The Dirty South - Charlie Parker Series 18 (2020)
Page 27
‘But Griffin asked that we send all relevant information only to him, and he’d then share it with the sheriff’s office. I feel as though I’m tied to a pair of horses pulling in opposite directions.’
Pickett didn’t have to try hard to look unimpressed. ‘If Jurel Cade had done his job first time around, we might not be cutting a dead girl from his jurisdiction. How far into the autopsy are you?’
‘Kiesel was about to clean the body when she found the print. We stopped everything.’

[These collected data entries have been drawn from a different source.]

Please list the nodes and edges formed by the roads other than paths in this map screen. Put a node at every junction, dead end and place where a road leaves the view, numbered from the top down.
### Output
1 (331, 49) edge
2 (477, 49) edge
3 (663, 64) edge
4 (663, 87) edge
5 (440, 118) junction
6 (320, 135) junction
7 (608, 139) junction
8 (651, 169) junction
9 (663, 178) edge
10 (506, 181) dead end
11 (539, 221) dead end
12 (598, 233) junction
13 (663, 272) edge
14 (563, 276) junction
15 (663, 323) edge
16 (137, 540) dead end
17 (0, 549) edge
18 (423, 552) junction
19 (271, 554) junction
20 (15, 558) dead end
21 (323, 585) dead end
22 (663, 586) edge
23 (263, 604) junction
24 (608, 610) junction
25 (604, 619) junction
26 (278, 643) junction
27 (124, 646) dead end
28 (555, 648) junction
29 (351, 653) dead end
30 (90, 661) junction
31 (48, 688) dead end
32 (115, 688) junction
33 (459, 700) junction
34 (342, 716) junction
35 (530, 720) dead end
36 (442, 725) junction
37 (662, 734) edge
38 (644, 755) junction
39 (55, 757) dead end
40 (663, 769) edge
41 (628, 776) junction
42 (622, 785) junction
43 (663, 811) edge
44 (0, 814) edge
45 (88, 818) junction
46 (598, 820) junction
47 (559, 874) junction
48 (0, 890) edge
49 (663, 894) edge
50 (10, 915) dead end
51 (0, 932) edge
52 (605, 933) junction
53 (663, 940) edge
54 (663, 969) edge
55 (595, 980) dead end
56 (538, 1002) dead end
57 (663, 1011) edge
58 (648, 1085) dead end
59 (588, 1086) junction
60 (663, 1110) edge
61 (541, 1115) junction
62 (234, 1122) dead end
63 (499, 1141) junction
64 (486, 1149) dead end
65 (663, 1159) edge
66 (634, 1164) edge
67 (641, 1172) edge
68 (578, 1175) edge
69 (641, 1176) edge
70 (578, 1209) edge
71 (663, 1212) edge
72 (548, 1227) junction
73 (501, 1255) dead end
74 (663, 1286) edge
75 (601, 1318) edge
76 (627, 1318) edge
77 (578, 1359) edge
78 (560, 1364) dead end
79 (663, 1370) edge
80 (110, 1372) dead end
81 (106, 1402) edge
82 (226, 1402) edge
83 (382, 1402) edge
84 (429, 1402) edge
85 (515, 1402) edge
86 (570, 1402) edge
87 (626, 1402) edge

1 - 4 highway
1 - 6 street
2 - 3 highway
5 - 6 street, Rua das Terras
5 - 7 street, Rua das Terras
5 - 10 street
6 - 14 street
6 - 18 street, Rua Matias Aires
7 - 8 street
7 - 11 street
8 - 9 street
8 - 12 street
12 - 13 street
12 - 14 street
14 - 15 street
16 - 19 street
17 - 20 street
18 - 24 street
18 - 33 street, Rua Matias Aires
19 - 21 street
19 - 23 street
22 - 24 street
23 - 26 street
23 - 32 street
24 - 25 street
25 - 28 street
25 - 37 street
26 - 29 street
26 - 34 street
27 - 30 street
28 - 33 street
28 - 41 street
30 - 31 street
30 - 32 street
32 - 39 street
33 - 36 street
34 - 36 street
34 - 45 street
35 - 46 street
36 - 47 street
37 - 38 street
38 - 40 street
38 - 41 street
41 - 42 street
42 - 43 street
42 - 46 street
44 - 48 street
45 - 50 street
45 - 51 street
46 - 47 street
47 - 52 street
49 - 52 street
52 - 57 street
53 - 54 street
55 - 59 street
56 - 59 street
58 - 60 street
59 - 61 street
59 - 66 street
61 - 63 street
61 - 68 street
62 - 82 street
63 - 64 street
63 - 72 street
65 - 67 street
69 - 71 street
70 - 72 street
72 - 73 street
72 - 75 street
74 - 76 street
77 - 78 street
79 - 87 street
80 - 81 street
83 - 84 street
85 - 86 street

‘Then technically you don’t have the full results to share, do you?’
‘I guess not,’ said Temple.
‘So call Evan Griffin, tell him what you’ve found, and then pick up where you left off. When you’re done, and you have the report ready, you can deal with the sheriff’s office. If Jurel gives you any trouble, just refer him to me.’
‘Thank you, Lewis.’
‘Don’t mention it, and I mean that in every sense,’ said Pickett. ‘I swear, Burdon has got to be the most dysfunctional county in the Union.’
64
Parker drove alone to Hamill, taking some of the back roads to familiarize himself with the land, the browns of branch and earth broken only by new-growth pines. He passed countless iterations of houses of worship – some little more than cabins, others so grandiose that it seemed impossible for them to have any relevance to those who passed through their doors, unless it was to remind them of the distance of their daily lives from the glory of God. Pools of water stood amid the trees where fields had flooded from the recent rains, and here and there lay patches of flattened forest, and the roofless shells of houses, marking where tornadoes had struck. One Pentecostal church had vanished almost entirely, leaving only a sign advertising its former presence and a battered cross that someone had lodged in the earth amid the wreckage. Parker wondered what message the congregation had taken from its destruction. Whatever God was trying to tell them, it wasn’t good.

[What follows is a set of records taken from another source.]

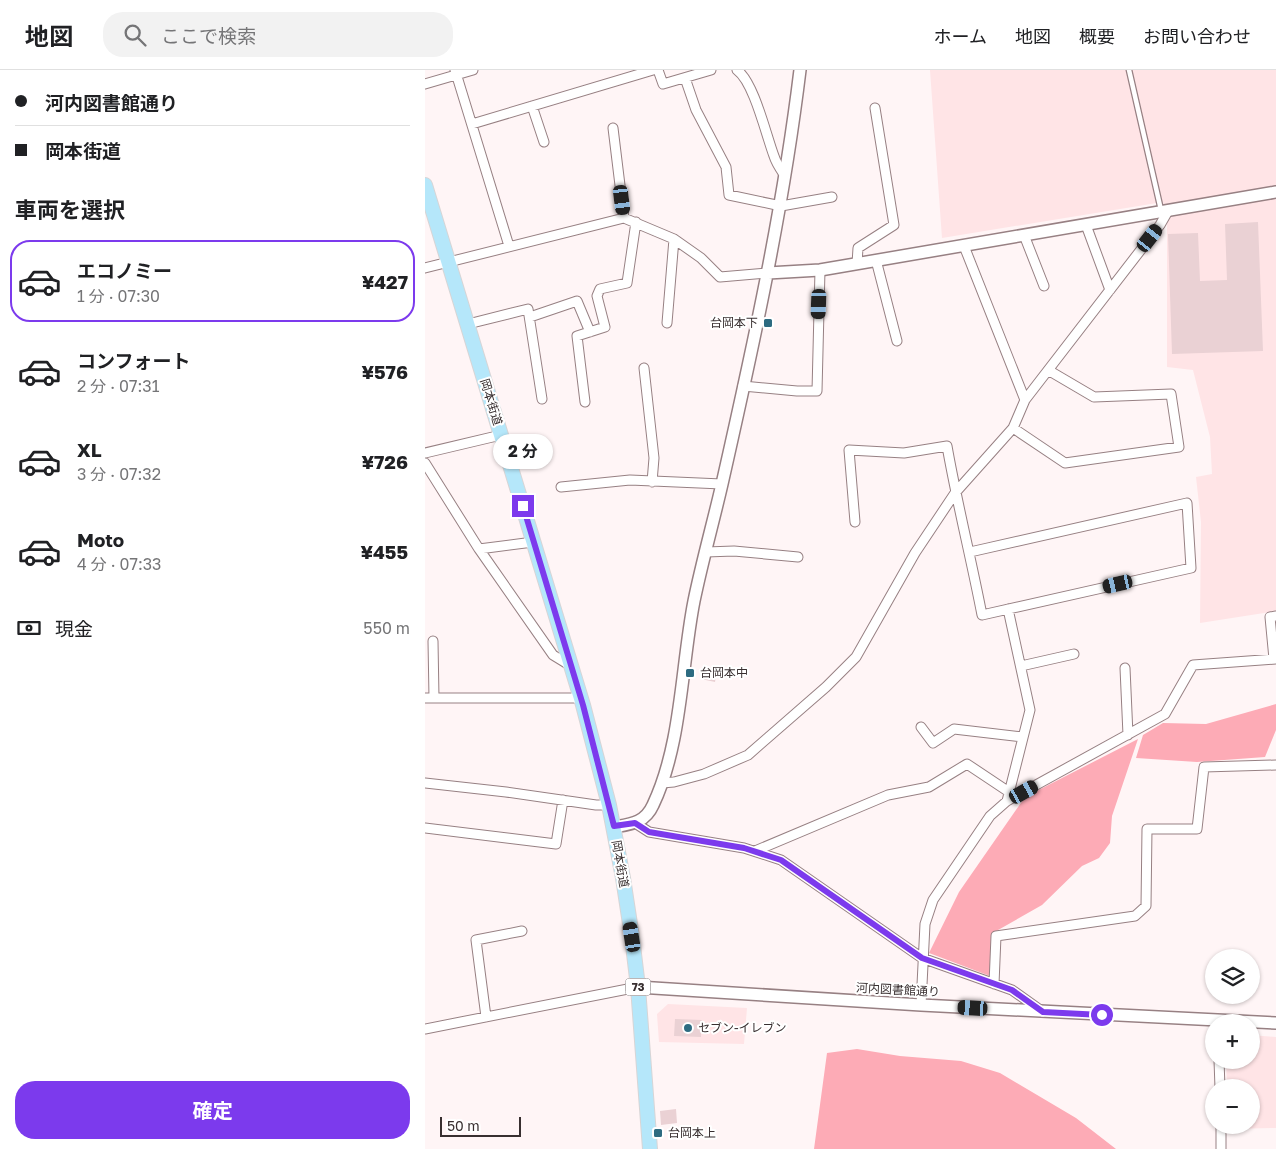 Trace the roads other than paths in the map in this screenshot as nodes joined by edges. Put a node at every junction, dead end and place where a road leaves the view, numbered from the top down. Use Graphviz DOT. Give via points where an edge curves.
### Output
graph roads {
  1 [pos="473,70"];
  2 [pos="653,70"];
  3 [pos="658,70"];
  4 [pos="711,70"];
  5 [pos="737,70"];
  6 [pos="799,70"];
  7 [pos="1129,70"];
  8 [pos="456,72"];
  9 [pos="685,78"];
  10 [pos="425,84"];
  11 [pos="532,106"];
  12 [pos="875,108"];
  13 [pos="472,124"];
  14 [pos="613,128"];
  15 [pos="544,142"];
  16 [pos="785,176"];
  17 [pos="425,184"];
  18 [pos="1276,192"];
  19 [pos="832,197"];
  20 [pos="781,206"];
  21 [pos="1165,211"];
  22 [pos="624,218"];
  23 [pos="636,222"];
  24 [pos="1086,225"];
  25 [pos="1024,235"];
  26 [pos="674,239"];
  27 [pos="509,246"];
  28 [pos="963,246"];
  29 [pos="876,260"];
  30 [pos="449,261"];
  31 [pos="857,264"];
  32 [pos="425,268"];
  33 [pos="820,270"];
  34 [pos="768,273"];
  35 [pos="1044,286"];
  36 [pos="1110,290"];
  37 [pos="529,317"];
  38 [pos="667,323"];
  39 [pos="468,324"];
  40 [pos="590,332"];
  41 [pos="897,341"];
  42 [pos="644,368"];
  43 [pos="1048,370"];
  44 [pos="743,386"];
  45 [pos="542,399"];
  46 [pos="1025,400"];
  47 [pos="585,402"];
  48 [pos="1013,428"];
  49 [pos="501,436"];
  50 [pos="425,453"];
  51 [pos="425,464"];
  52 [pos="652,482"];
  53 [pos="722,484"];
  54 [pos="561,487"];
  55 [pos="955,493"];
  56 [pos="855,522"];
  57 [pos="533,542"];
  58 [pos="479,549"];
  59 [pos="706,552"];
  60 [pos="970,552"];
  61 [pos="798,557"];
  62 [pos="1008,609"];
  63 [pos="1276,616"];
  64 [pos="433,641"];
  65 [pos="1074,654"];
  66 [pos="1275,659"];
  67 [pos="571,666"];
  68 [pos="1021,666"];
  69 [pos="1125,668"];
  70 [pos="429,698"];
  71 [pos="581,698"];
  72 [pos="921,727"];
  73 [pos="1128,734"];
  74 [pos="1023,737"];
  75 [pos="1276,765"];
  76 [pos="425,783"];
  77 [pos="662,783"];
  78 [pos="1008,797"];
  79 [pos="563,800"];
  80 [pos="609,805"];
  81 [pos="635,823"];
  82 [pos="614,826"];
  83 [pos="425,828"];
  84 [pos="755,851"];
  85 [pos="522,932"];
  86 [pos="922,958"];
  87 [pos="994,984"];
  88 [pos="638,987"];
  89 [pos="921,1005"];
  90 [pos="1043,1012"];
  91 [pos="486,1017"];
  92 [pos="1205,1021"];
  93 [pos="1260,1023"];
  94 [pos="1276,1024"];
  95 [pos="425,1029"];
  96 [pos="1221,1134"];
  97 [pos="650,1149"];
  98 [pos="1221,1149"];
  1 -- 8 [label="street"];
  2 -- 11 [label="street"];
  3 -- 9 [label="street" via="663,84"];
  4 -- 9 [label="street"];
  5 -- 16 [label="street" via="758,108 775,158"];
  6 -- 16 [label="street"];
  7 -- 21 [label="lane"];
  8 -- 10 [label="street"];
  8 -- 13 [label="street"];
  9 -- 20 [label="street" via="696,110 726,168 729,195"];
  11 -- 13 [label="street"];
  11 -- 15 [label="street"];
  12 -- 31 [label="street" via="894,225 858,248"];
  13 -- 27 [label="street"];
  14 -- 22 [label="street"];
  16 -- 20 [label="street"];
  17 -- 30 [label="main road, 岡本街道 / 73"];
  18 -- 21 [label="street"];
  19 -- 20 [label="street"];
  20 -- 34 [label="street"];
  21 -- 24 [label="street"];
  21 -- 36 [label="street" via="1160,225"];
  22 -- 23 [label="street"];
  22 -- 27 [label="street"];
  23 -- 26 [label="street"];
  23 -- 40 [label="street" via="627,283 600,289 597,296 605,327"];
  24 -- 25 [label="street"];
  24 -- 36 [label="street"];
  25 -- 28 [label="street"];
  25 -- 35 [label="street"];
  26 -- 34 [label="street" via="701,258 720,277"];
  26 -- 38 [label="street"];
  27 -- 30 [label="street"];
  28 -- 29 [label="street"];
  28 -- 46 [label="street"];
  29 -- 31 [label="street"];
  29 -- 41 [label="street"];
  30 -- 32 [label="street"];
  30 -- 39 [label="main road, 岡本街道 / 73"];
  31 -- 33 [label="street"];
  33 -- 34 [label="street"];
  33 -- 44 [label="street" via="817,390"];
  34 -- 44 [label="street"];
  36 -- 43 [label="street"];
  37 -- 39 [label="street" via="528,309"];
  37 -- 40 [label="street" via="577,301"];
  37 -- 45 [label="street"];
  39 -- 49 [label="main road, 岡本街道 / 73"];
  40 -- 47 [label="street" via="577,336"];
  42 -- 52 [label="street" via="654,458"];
  43 -- 46 [label="street"];
  43 -- 48 [label="street" via="1094,397 1171,394 1179,447 1065,463"];
  44 -- 53 [label="street"];
  46 -- 48 [label="street"];
  48 -- 55 [label="street"];
  49 -- 50 [label="street"];
  49 -- 57 [label="main road, 岡本街道 / 73"];
  51 -- 58 [label="street"];
  52 -- 53 [label="street"];
  52 -- 54 [label="street" via="630,480"];
  53 -- 59 [label="street"];
  55 -- 56 [label="street" via="947,446 904,453 849,450"];
  55 -- 60 [label="street"];
  55 -- 77 [label="street" via="915,553 856,657 827,687 747,755 704,774"];
  57 -- 58 [label="street"];
  57 -- 67 [label="main road, 岡本街道 / 73"];
  58 -- 67 [label="street" via="553,655"];
  59 -- 61 [label="street"];
  59 -- 77 [label="street" via="688,633 674,742"];
  60 -- 62 [label="street" via="981,615"];
  60 -- 62 [label="street" via="1187,503 1191,568"];
  62 -- 68 [label="street"];
  63 -- 66 [label="street" via="1270,617"];
  64 -- 70 [label="street"];
  65 -- 68 [label="street"];
  66 -- 73 [label="street" via="1193,665 1165,714"];
  67 -- 71 [label="main road, 岡本街道 / 73"];
  68 -- 74 [label="street" via="1030,710"];
  69 -- 73 [label="street"];
  70 -- 71 [label="street"];
  71 -- 80 [label="main road, 岡本街道 / 73"];
  72 -- 74 [label="street" via="933,743 954,729"];
  73 -- 78 [label="street"];
  74 -- 78 [label="street"];
  75 -- 87 [label="street" via="1204,767 1197,829 1147,829 1146,906 1135,916 996,936"];
  76 -- 79 [label="street"];
  77 -- 81 [label="street" via="649,812"];
  78 -- 84 [label="street" via="967,764 929,786 888,795"];
  78 -- 86 [label="street" via="990,816 933,900 925,924"];
  79 -- 80 [label="street"];
  79 -- 83 [label="street" via="556,844"];
  80 -- 82 [label="main road, 岡本街道 / 73"];
  81 -- 82 [label="street"];
  81 -- 84 [label="street" via="649,832"];
  82 -- 88 [label="main road, 岡本街道 / 73"];
  84 -- 86 [label="street" via="781,860"];
  85 -- 91 [label="street" via="476,940"];
  86 -- 87 [label="street"];
  86 -- 89 [label="street"];
  87 -- 90 [label="street" via="1012,990"];
  88 -- 89 [label="street, 河内図書館通り"];
  88 -- 91 [label="street"];
  88 -- 97 [label="main road, 岡本街道 / 73"];
  89 -- 90 [label="street, 河内図書館通り"];
  90 -- 92 [label="street, 河内図書館通り"];
  91 -- 95 [label="street"];
  93 -- 94 [label="street, 河内図書館通り"];
  96 -- 98 [label="street"];
}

All the businesses he saw were small – bait shops, rock shops, auto shops, storage depots, liquor stores, flea markets – and few gave the impression of flourishing, except perhaps the auto shops and liquor stores. As Parker neared the town limits the latter’s number increased. The two adjacent counties were dry, with sales of alcohol banned entirely, which meant that Burdon reaped the benefits.

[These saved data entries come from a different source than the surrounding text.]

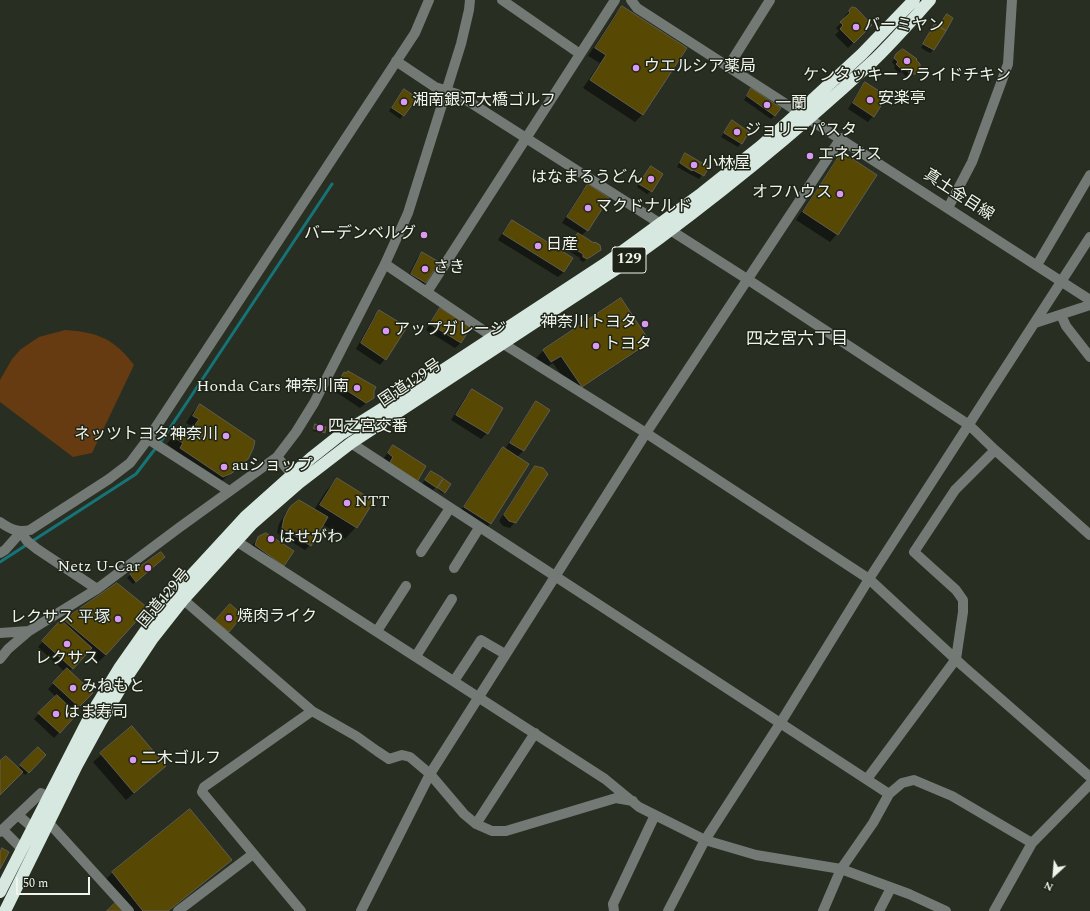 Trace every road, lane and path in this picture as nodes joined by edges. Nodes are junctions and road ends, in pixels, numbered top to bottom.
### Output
1 (429, 0) edge
2 (470, 0) edge
3 (502, 0) edge
4 (615, 0) edge
5 (631, 0) edge
6 (770, 0) edge
7 (914, 0) edge
8 (930, 0) edge
9 (1012, 0) edge
10 (580, 54) junction
11 (396, 60) junction
12 (728, 66) junction
13 (447, 91) junction
14 (804, 115) junction
15 (526, 138) junction
16 (841, 138) junction
17 (1090, 175) edge
18 (948, 208) junction
19 (665, 227) junction
20 (1090, 237) edge
21 (385, 264) junction
22 (1037, 265) junction
23 (747, 279) junction
24 (1062, 281) junction
25 (427, 292) junction
26 (1090, 300) edge
27 (1090, 305) edge
28 (1061, 315) junction
29 (1035, 324) junction
30 (497, 340) junction
31 (1090, 357) edge
32 (969, 425) junction
33 (646, 433) junction
34 (148, 439) junction
35 (350, 444) junction
36 (995, 450) junction
37 (278, 457) junction
38 (296, 479) junction
39 (229, 491) junction
40 (450, 508) junction
41 (0, 522) edge
42 (480, 528) junction
43 (21, 532) junction
44 (1090, 535) edge
45 (232, 538) junction
46 (421, 552) dead end
47 (0, 553) edge
48 (454, 568) dead end
49 (555, 577) junction
50 (869, 579) junction
51 (406, 586) dead end
52 (97, 589) junction
53 (179, 596) junction
54 (452, 599) dead end
55 (29, 631) junction
56 (377, 631) junction
57 (0, 633) edge
58 (505, 654) junction
59 (416, 656) junction
60 (0, 659) edge
61 (956, 659) junction
62 (454, 681) junction
63 (478, 697) junction
64 (312, 711) junction
65 (781, 722) junction
66 (534, 733) junction
67 (430, 774) junction
68 (1090, 777) edge
69 (867, 779) junction
70 (1090, 784) edge
71 (889, 794) junction
72 (48, 797) junction
73 (633, 801) junction
74 (18, 815) junction
75 (655, 815) junction
76 (49, 823) junction
77 (476, 824) junction
78 (33, 828) junction
79 (1, 831) edge
80 (705, 840) junction
81 (1032, 843) junction
82 (22, 849) junction
83 (253, 854) junction
84 (841, 869) junction
85 (891, 888) junction
86 (0, 892) edge
87 (5, 911) edge
88 (129, 911) edge
89 (178, 911) edge
90 (301, 911) edge
91 (361, 911) edge
92 (614, 911) edge
93 (668, 911) edge
94 (823, 911) edge
95 (879, 911) edge
96 (946, 911) edge
97 (994, 911) edge

1 - 11 street
2 - 13 street
3 - 10 street
4 - 10 street
5 - 12 street, 真土金目線
6 - 12 street
7 - 14 highway, 国道129号 / 129
8 - 14 highway, 国道129号 / 129
9 - 18 street
10 - 15 street
11 - 13 street
11 - 34 street
12 - 14 street, 真土金目線
13 - 15 street
13 - 21 street
14 - 16 street, 真土金目線
14 - 19 highway, 国道129号 / 129
15 - 19 street
15 - 25 street
16 - 18 street, 真土金目線
16 - 23 street
17 - 22 street
18 - 22 street, 真土金目線
19 - 23 street
19 - 30 highway, 国道129号 / 129
20 - 24 street
21 - 25 street
21 - 37 street
22 - 24 street, 真土金目線
23 - 32 street
23 - 33 street
24 - 26 street, 真土金目線
24 - 29 street
25 - 30 street
27 - 28 street
28 - 29 street
28 - 31 street
29 - 32 street
30 - 33 street
30 - 35 highway, 国道129号 / 129
30 - 38 highway, 国道129号 / 129
32 - 36 street
32 - 50 street
33 - 49 street
33 - 50 street
34 - 39 street
34 - 43 street
35 - 38 highway, 国道129号 / 129
35 - 40 street
36 - 44 street
36 - 61 street
37 - 38 street
37 - 39 street
38 - 45 highway, 国道129号 / 129
39 - 52 street
40 - 42 street
40 - 46 street
41 - 43 street
42 - 48 street
42 - 49 street
43 - 47 street
43 - 52 street
45 - 53 highway, 国道129号 / 129
45 - 56 street
49 - 58 street
49 - 65 street
50 - 61 street
50 - 65 street
51 - 56 street
52 - 55 street
53 - 64 street
53 - 72 highway, 国道129号 / 129
53 - 76 highway, 国道129号 / 129
54 - 59 street
55 - 57 street
55 - 60 street
56 - 59 street
58 - 62 street
58 - 63 street
59 - 62 street
61 - 68 street
61 - 69 street
62 - 63 street
63 - 66 street
63 - 67 street
64 - 67 street
64 - 83 street
65 - 69 street
65 - 80 street
66 - 73 street
66 - 77 street
67 - 77 street
67 - 91 street
69 - 71 street
70 - 81 street
71 - 81 street
71 - 84 street
72 - 74 street
72 - 78 highway, 国道129号 / 129
73 - 75 street
73 - 77 street
74 - 78 street
74 - 79 street
75 - 80 street
75 - 92 street
76 - 87 highway, 国道129号 / 129
76 - 88 street
78 - 82 highway, 国道129号 / 129
79 - 82 street
80 - 84 street
80 - 93 street
81 - 97 street
82 - 86 highway, 国道129号 / 129
83 - 89 street
83 - 90 street
84 - 85 street
84 - 94 street
85 - 95 street
85 - 96 street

He arrived at the sheriff’s office, where a deputy showed him into a small conference room. Two file storage boxes stood on the table. Parker was asked if he needed coffee, or anything else, but replied that he was fine. He removed his coat, hung it on the back of a chair, and opened the first of the boxes, the one relating to Patricia Hartley’s death. It contained only a single slim folder. Inside was a photostat copy of the original report detailing the discovery of the body, signed by Jurel Cade, and a series of photographs of the scene, taken after Hartley’s remains had been removed, all of them replicating pictures already in Parker’s possession. The additional photos received by Parker, and not contained in the sheriff’s file, had been taken with an instant camera. Parker knew that forensic examiners generally preferred not to use instant cameras because the pictures faded over time, but the results could be useful as aide-mémoires or backups in the event of some disaster with the original records. In this case, any other photographs taken at the scene had been destroyed in the car wash incident, but the instant snaps, as Parker informed Griffin, had eventually found their way to him.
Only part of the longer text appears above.